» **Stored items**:
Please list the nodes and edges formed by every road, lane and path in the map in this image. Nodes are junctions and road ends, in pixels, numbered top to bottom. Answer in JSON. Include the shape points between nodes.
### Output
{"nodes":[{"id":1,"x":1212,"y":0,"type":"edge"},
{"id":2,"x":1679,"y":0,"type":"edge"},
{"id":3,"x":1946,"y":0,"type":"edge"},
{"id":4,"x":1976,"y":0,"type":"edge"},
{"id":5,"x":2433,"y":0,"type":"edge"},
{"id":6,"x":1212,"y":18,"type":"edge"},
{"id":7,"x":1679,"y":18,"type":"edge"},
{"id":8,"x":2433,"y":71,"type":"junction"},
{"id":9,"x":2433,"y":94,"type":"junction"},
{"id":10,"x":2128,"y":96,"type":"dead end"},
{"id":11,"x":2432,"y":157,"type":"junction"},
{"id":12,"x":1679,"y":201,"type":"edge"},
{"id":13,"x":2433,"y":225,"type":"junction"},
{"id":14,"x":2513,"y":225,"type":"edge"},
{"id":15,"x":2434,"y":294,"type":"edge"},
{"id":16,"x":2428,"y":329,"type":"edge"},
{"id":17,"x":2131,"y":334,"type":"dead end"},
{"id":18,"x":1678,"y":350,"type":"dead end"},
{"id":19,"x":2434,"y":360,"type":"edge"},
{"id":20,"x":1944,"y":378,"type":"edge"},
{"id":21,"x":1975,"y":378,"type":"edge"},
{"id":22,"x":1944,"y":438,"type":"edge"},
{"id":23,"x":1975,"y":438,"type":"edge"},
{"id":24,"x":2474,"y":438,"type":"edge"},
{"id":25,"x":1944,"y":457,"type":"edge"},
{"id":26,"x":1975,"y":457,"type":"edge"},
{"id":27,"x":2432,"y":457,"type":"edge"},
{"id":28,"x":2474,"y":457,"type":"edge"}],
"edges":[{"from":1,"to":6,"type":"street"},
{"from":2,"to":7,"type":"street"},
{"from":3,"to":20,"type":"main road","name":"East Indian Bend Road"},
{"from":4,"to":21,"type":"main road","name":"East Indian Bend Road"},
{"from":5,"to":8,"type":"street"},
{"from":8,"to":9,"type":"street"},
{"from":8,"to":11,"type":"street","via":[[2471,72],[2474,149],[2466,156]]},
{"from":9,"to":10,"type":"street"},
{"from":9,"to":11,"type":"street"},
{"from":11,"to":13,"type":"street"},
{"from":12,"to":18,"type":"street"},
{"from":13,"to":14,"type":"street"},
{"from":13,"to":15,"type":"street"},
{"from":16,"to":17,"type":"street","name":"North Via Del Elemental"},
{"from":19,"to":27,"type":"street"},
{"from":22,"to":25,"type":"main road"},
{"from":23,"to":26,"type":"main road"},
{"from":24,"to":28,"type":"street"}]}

» **Task directions**: Pull out every line of the records that includes the string "dead".

» **The completed task**:
{"id":10,"x":2128,"y":96,"type":"dead end"},
{"id":17,"x":2131,"y":334,"type":"dead end"},
{"id":18,"x":1678,"y":350,"type":"dead end"},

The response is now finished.